[Stored items]
· · · ·

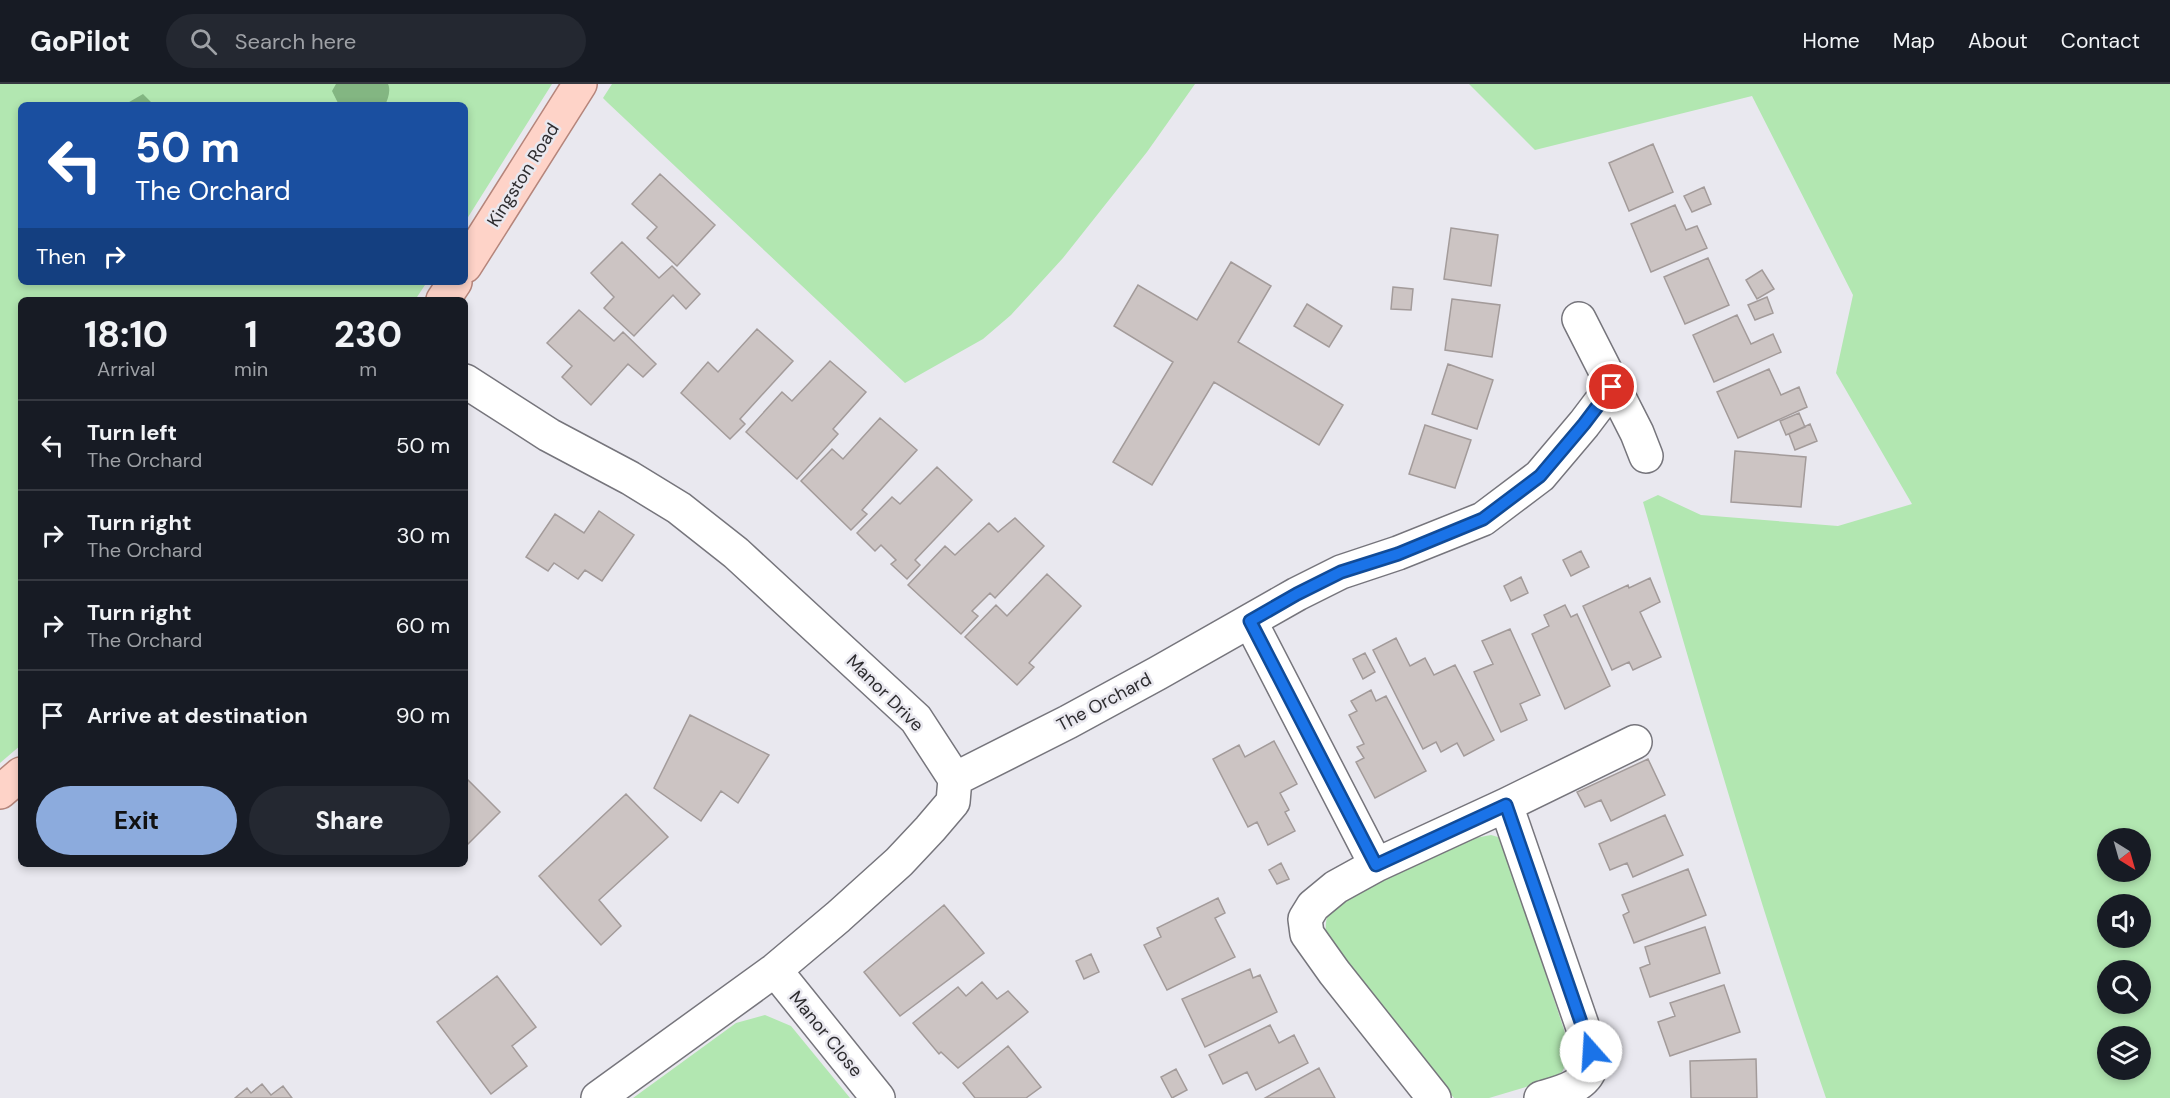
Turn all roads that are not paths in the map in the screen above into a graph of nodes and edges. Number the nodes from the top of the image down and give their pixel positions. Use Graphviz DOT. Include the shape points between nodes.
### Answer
graph roads {
  1 [pos="580,84"];
  2 [pos="468,261"];
  3 [pos="1579,319"];
  4 [pos="468,383"];
  5 [pos="1612,387"];
  6 [pos="1646,456"];
  7 [pos="1250,621"];
  8 [pos="1635,742"];
  9 [pos="18,777"];
  10 [pos="955,779"];
  11 [pos="0,792"];
  12 [pos="1506,805"];
  13 [pos="1376,865"];
  14 [pos="775,970"];
  15 [pos="598,1098"];
  16 [pos="878,1098"];
  17 [pos="1434,1098"];
  18 [pos="1540,1098"];
  1 -- 2 [label="main road, Kingston Road"];
  3 -- 5 [label="street"];
  4 -- 10 [label="street, Manor Drive" via="549,435 679,508 736,553 916,719"];
  5 -- 6 [label="street"];
  5 -- 7 [label="street, The Orchard" via="1540,476 1483,519 1398,554 1341,572"];
  7 -- 10 [label="street, The Orchard" via="1068,722"];
  7 -- 13 [label="street"];
  8 -- 12 [label="street"];
  9 -- 11 [label="main road"];
  10 -- 14 [label="street" via="953,802 899,862"];
  12 -- 13 [label="street"];
  12 -- 18 [label="street" via="1591,1051 1592,1067 1582,1080 1569,1089"];
  13 -- 17 [label="street" via="1336,887 1313,906 1305,919 1307,934"];
  14 -- 15 [label="street"];
  14 -- 16 [label="street, Manor Close"];
}
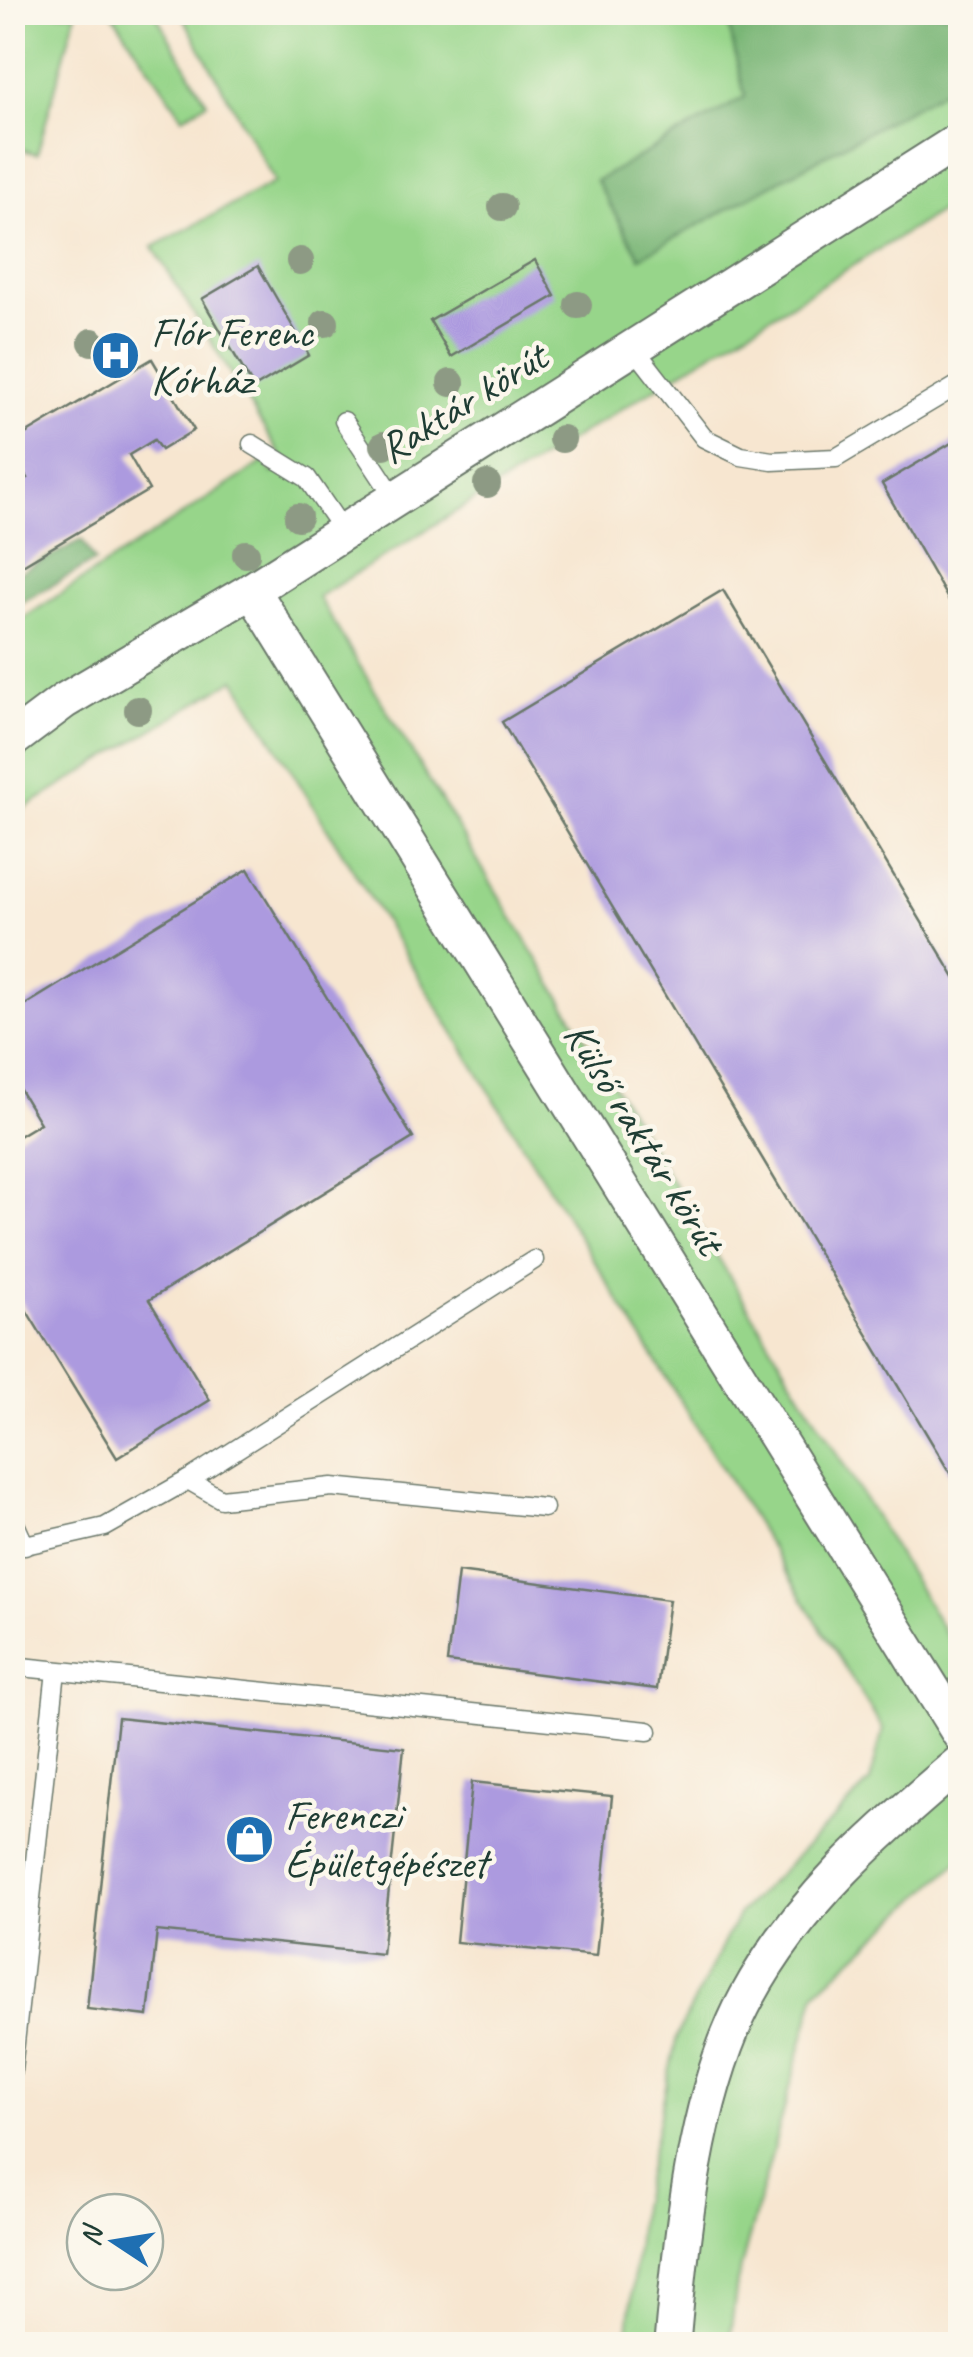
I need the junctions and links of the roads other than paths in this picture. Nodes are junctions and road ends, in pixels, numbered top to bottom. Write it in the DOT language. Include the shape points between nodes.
graph roads {
  1 [pos="960,140"];
  2 [pos="634,348"];
  3 [pos="960,384"];
  4 [pos="344,421"];
  5 [pos="252,444"];
  6 [pos="386,485"];
  7 [pos="335,518"];
  8 [pos="252,590"];
  9 [pos="12,740"];
  10 [pos="534,1260"];
  11 [pos="188,1480"];
  12 [pos="544,1508"];
  13 [pos="12,1518"];
  14 [pos="19,1547"];
  15 [pos="12,1666"];
  16 [pos="56,1671"];
  17 [pos="648,1731"];
  18 [pos="960,1734"];
  19 [pos="960,1763"];
  20 [pos="12,2070"];
  21 [pos="672,2344"];
  1 -- 2 [label="street, Raktár körút"];
  2 -- 3 [label="lane" via="704,438 772,461 836,458"];
  2 -- 6 [label="street, Raktár körút"];
  4 -- 6 [label="lane"];
  5 -- 7 [label="lane" via="307,478"];
  6 -- 7 [label="street, Raktár körút"];
  7 -- 8 [label="street, Raktár körút"];
  8 -- 9 [label="street, Raktár körút" via="64,701"];
  8 -- 18 [label="street, Külső raktár körút"];
  10 -- 11 [label="lane"];
  11 -- 12 [label="lane" via="220,1499 332,1487"];
  11 -- 14 [label="lane" via="105,1526"];
  13 -- 14 [label="lane"];
  15 -- 16 [label="lane"];
  16 -- 17 [label="lane"];
  16 -- 20 [label="lane"];
  19 -- 21 [label="street" via="867,1842 786,1935 746,1999 702,2135"];
}
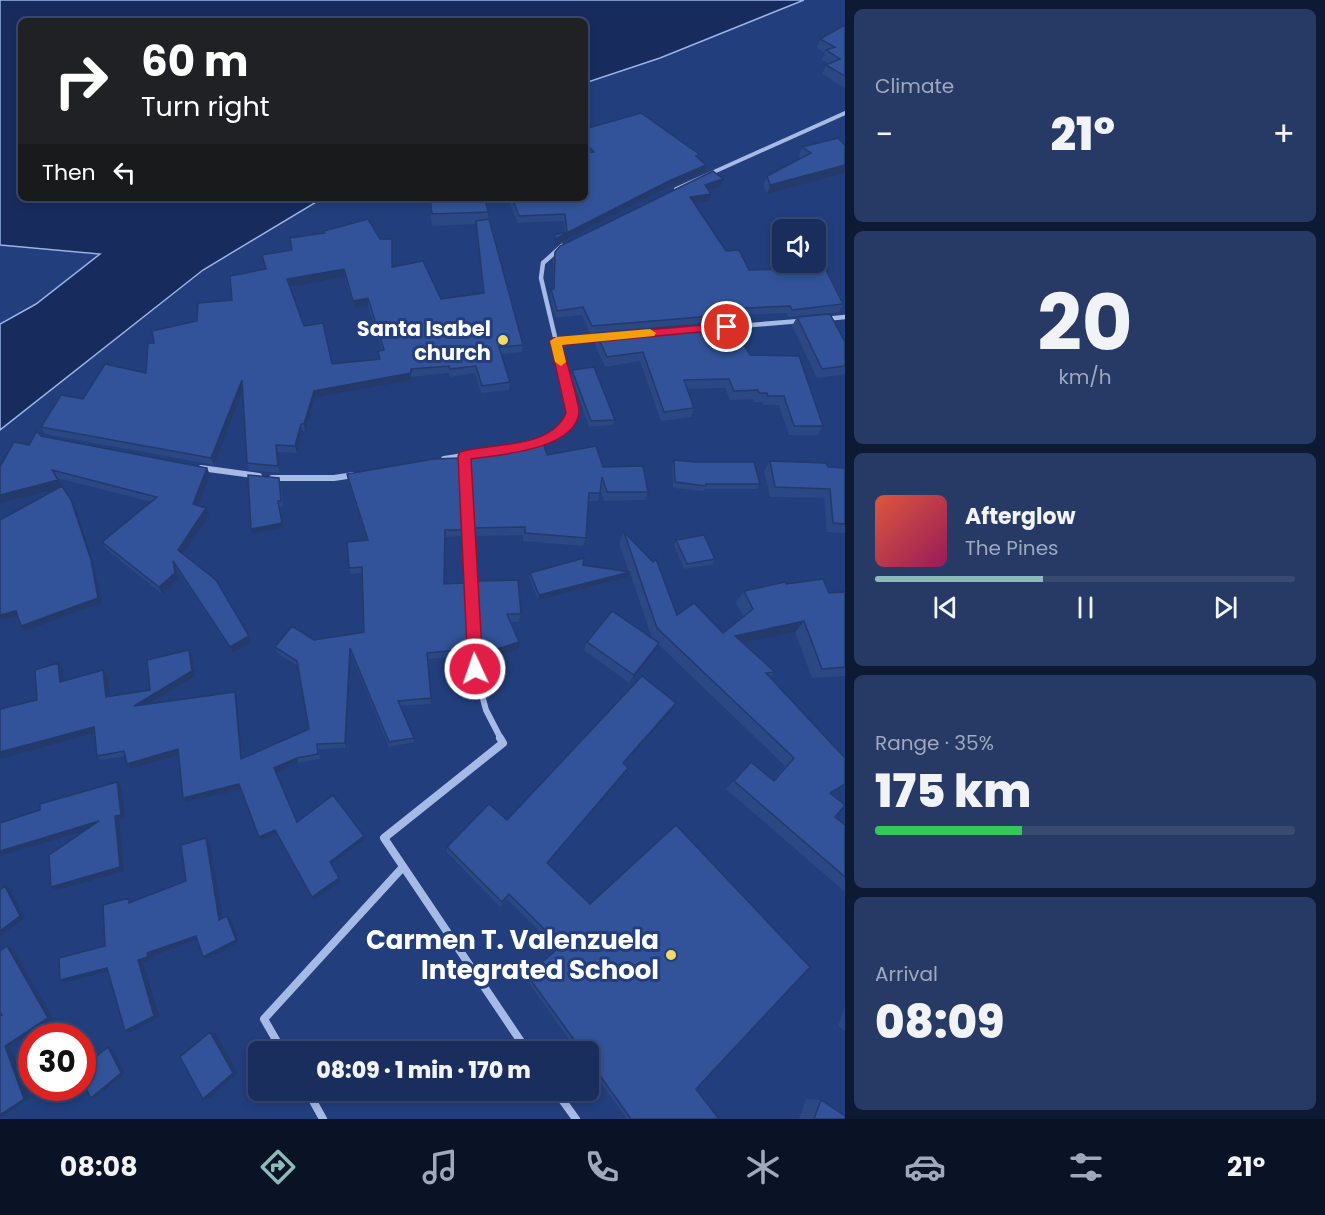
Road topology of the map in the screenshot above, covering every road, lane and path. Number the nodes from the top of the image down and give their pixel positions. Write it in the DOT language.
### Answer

· · · ·

=== Problem description ===
Please keep every line of the data the same when you reproduce it, and keep every picture out.

=== Exercise solution ===
Turn all roads that are not paths in the map in the screen above into a graph of nodes and edges. Number the nodes from the top of the image down and give their pixel positions. Use Graphviz DOT. Include the shape points between nodes.
### Answer
graph roads {
  1 [pos="580,84"];
  2 [pos="468,261"];
  3 [pos="1579,319"];
  4 [pos="468,383"];
  5 [pos="1612,387"];
  6 [pos="1646,456"];
  7 [pos="1250,621"];
  8 [pos="1635,742"];
  9 [pos="18,777"];
  10 [pos="955,779"];
  11 [pos="0,792"];
  12 [pos="1506,805"];
  13 [pos="1376,865"];
  14 [pos="775,970"];
  15 [pos="598,1098"];
  16 [pos="878,1098"];
  17 [pos="1434,1098"];
  18 [pos="1540,1098"];
  1 -- 2 [label="main road, Kingston Road"];
  3 -- 5 [label="street"];
  4 -- 10 [label="street, Manor Drive" via="549,435 679,508 736,553 916,719"];
  5 -- 6 [label="street"];
  5 -- 7 [label="street, The Orchard" via="1540,476 1483,519 1398,554 1341,572"];
  7 -- 10 [label="street, The Orchard" via="1068,722"];
  7 -- 13 [label="street"];
  8 -- 12 [label="street"];
  9 -- 11 [label="main road"];
  10 -- 14 [label="street" via="953,802 899,862"];
  12 -- 13 [label="street"];
  12 -- 18 [label="street" via="1591,1051 1592,1067 1582,1080 1569,1089"];
  13 -- 17 [label="street" via="1336,887 1313,906 1305,919 1307,934"];
  14 -- 15 [label="street"];
  14 -- 16 [label="street, Manor Close"];
}
I need the junctions and links of the roads other than paths in this picture. Nodes are junctions and road ends, in pixels, numbered top to bottom. Write it in the DOT language. Include the shape points between nodes.
graph roads {
  1 [pos="960,140"];
  2 [pos="634,348"];
  3 [pos="960,384"];
  4 [pos="344,421"];
  5 [pos="252,444"];
  6 [pos="386,485"];
  7 [pos="335,518"];
  8 [pos="252,590"];
  9 [pos="12,740"];
  10 [pos="534,1260"];
  11 [pos="188,1480"];
  12 [pos="544,1508"];
  13 [pos="12,1518"];
  14 [pos="19,1547"];
  15 [pos="12,1666"];
  16 [pos="56,1671"];
  17 [pos="648,1731"];
  18 [pos="960,1734"];
  19 [pos="960,1763"];
  20 [pos="12,2070"];
  21 [pos="672,2344"];
  1 -- 2 [label="street, Raktár körút"];
  2 -- 3 [label="lane" via="704,438 772,461 836,458"];
  2 -- 6 [label="street, Raktár körút"];
  4 -- 6 [label="lane"];
  5 -- 7 [label="lane" via="307,478"];
  6 -- 7 [label="street, Raktár körút"];
  7 -- 8 [label="street, Raktár körút"];
  8 -- 9 [label="street, Raktár körút" via="64,701"];
  8 -- 18 [label="street, Külső raktár körút"];
  10 -- 11 [label="lane"];
  11 -- 12 [label="lane" via="220,1499 332,1487"];
  11 -- 14 [label="lane" via="105,1526"];
  13 -- 14 [label="lane"];
  15 -- 16 [label="lane"];
  16 -- 17 [label="lane"];
  16 -- 20 [label="lane"];
  19 -- 21 [label="street" via="867,1842 786,1935 746,1999 702,2135"];
}
Road topology of the map in the screenshot above, covering every road, lane and path. Number the nodes from the top of the image down and give their pixel positions. Write it in the DOT language.
### Answer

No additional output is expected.